EXERCISE DESCRIPTION. For each line of the data below, copy it if it holds the word "screen".
-- Opening Marker --
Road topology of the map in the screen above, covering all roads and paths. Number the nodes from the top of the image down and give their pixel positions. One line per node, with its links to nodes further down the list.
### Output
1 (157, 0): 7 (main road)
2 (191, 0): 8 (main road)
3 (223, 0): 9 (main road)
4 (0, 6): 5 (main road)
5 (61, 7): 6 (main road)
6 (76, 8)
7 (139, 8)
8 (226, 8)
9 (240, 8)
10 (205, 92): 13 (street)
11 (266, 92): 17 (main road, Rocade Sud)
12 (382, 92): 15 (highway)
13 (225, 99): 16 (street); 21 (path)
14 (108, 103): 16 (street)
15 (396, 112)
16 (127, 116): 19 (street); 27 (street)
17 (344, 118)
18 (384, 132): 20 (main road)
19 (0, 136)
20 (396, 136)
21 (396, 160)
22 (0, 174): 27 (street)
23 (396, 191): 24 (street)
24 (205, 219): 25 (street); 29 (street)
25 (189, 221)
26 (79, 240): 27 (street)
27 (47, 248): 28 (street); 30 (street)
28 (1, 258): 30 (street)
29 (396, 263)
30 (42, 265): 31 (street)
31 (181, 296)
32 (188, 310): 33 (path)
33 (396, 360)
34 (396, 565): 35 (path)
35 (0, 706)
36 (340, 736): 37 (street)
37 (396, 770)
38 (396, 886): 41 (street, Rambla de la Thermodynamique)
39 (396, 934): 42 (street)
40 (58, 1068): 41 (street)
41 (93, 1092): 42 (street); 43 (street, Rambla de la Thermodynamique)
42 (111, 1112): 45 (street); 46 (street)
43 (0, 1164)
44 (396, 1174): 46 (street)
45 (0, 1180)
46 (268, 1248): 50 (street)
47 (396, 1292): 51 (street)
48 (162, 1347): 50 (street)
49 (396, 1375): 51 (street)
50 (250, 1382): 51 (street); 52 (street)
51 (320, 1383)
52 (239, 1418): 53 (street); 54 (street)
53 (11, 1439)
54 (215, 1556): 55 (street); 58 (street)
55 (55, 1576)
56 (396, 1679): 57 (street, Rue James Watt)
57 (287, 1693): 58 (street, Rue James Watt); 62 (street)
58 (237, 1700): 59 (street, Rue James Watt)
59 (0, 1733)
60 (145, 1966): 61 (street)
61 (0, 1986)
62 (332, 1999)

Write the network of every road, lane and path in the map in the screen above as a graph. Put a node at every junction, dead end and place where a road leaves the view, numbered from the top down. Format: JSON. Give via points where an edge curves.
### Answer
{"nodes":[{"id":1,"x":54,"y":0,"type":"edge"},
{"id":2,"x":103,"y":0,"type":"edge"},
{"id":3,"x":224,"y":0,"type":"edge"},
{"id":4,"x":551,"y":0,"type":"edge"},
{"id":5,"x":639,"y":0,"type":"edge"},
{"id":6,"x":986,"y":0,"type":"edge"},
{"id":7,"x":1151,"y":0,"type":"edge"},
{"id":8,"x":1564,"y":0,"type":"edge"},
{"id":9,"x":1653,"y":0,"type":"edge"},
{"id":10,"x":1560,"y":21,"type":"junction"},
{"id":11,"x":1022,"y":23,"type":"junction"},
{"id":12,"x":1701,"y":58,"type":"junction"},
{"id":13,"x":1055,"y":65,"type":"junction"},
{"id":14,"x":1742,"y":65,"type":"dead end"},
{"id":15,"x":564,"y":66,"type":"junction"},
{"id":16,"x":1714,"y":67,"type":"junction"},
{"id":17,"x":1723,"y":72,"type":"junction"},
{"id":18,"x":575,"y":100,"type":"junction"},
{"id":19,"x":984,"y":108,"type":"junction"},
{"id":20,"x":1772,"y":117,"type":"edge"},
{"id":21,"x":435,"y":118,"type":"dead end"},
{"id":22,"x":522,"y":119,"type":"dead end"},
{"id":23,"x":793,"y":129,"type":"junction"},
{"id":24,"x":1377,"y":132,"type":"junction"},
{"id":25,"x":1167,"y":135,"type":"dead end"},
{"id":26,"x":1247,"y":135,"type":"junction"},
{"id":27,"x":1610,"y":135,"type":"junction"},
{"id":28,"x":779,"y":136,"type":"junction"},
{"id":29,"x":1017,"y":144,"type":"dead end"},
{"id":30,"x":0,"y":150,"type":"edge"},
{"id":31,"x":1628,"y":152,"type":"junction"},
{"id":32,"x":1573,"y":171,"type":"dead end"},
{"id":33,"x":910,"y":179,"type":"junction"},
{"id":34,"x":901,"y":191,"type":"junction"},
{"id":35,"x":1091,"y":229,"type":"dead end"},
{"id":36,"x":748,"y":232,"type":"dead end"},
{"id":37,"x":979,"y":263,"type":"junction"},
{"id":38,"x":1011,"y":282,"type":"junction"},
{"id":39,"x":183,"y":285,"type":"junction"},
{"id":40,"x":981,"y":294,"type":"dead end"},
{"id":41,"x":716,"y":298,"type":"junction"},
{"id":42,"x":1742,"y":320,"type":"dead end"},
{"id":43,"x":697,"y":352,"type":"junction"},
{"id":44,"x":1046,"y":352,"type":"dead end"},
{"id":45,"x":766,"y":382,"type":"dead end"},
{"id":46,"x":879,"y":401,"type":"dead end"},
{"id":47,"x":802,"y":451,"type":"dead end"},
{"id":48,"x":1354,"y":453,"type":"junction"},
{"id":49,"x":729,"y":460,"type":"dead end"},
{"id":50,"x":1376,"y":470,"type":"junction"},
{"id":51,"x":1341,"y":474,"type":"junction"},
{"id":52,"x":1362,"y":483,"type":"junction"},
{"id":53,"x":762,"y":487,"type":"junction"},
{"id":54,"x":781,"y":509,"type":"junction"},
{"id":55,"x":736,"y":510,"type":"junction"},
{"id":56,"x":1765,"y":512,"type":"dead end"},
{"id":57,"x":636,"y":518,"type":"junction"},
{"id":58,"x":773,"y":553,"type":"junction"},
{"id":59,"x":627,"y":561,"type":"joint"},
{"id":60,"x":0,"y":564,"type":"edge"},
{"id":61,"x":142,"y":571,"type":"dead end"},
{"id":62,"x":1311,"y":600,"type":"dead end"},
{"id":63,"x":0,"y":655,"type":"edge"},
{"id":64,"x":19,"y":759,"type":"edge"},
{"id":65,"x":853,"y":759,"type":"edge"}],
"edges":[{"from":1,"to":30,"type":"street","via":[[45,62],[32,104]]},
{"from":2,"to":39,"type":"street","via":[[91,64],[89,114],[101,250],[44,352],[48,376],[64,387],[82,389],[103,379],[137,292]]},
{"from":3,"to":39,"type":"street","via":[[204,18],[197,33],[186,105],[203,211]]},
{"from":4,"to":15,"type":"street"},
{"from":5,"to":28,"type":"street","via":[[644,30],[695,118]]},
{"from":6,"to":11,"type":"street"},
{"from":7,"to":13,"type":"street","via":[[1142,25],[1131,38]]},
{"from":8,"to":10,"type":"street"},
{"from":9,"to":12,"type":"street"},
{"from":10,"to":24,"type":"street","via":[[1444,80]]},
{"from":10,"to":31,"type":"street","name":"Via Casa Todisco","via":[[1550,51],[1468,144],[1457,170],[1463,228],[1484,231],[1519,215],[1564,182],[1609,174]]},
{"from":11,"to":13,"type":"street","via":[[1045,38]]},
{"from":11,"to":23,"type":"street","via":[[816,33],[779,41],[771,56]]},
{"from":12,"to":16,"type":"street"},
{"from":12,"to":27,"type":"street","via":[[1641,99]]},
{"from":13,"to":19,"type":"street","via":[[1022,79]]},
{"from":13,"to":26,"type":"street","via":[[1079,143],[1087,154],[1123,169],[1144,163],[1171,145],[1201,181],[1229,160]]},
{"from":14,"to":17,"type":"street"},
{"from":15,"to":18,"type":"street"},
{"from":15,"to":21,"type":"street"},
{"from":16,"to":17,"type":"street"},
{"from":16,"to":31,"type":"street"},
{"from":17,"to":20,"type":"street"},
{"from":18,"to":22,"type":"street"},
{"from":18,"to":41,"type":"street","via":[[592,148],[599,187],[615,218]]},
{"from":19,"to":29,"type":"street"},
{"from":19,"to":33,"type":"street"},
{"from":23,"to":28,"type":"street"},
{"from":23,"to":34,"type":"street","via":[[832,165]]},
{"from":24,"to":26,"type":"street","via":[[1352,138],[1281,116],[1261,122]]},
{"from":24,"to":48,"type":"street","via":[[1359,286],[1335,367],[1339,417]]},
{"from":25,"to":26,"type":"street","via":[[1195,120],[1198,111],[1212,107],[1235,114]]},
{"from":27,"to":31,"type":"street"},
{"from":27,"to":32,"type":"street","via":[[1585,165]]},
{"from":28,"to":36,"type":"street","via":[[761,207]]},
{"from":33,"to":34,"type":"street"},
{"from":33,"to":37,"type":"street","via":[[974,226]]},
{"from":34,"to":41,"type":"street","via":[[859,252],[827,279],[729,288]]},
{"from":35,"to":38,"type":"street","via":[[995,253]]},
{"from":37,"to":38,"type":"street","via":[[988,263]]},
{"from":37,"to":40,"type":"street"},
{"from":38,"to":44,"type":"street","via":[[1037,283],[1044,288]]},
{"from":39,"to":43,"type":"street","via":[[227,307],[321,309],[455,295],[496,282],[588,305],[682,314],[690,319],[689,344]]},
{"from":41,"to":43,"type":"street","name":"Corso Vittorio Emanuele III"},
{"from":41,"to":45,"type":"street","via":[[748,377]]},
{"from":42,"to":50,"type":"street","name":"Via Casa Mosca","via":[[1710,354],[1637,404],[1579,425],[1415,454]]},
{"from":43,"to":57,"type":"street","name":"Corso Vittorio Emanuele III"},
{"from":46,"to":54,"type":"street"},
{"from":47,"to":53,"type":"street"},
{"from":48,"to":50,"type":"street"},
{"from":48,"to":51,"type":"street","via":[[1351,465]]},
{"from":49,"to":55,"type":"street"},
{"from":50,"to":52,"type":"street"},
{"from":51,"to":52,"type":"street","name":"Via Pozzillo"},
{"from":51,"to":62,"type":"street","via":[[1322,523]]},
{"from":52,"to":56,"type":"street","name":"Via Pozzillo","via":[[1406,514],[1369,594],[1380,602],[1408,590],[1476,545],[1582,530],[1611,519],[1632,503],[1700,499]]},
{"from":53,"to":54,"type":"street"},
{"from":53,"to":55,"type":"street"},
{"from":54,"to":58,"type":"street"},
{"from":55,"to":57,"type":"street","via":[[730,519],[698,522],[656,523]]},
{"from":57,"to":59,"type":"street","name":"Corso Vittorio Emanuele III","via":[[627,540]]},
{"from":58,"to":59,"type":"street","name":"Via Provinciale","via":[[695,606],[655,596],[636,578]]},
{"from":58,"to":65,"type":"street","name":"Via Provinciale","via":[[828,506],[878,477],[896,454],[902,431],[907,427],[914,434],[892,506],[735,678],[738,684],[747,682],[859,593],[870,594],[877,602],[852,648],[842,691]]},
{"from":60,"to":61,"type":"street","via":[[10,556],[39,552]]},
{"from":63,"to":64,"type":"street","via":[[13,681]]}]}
-- Closing Marker --
REPLY.
Road topology of the map in the screen above, covering all roads and paths. Number the nodes from the top of the image down and give their pixel positions. One line per node, with its links to nodes further down the list.
Write the network of every road, lane and path in the map in the screen above as a graph. Put a node at every junction, dead end and place where a road leaves the view, numbered from the top down. Format: JSON. Give via points where an edge curves.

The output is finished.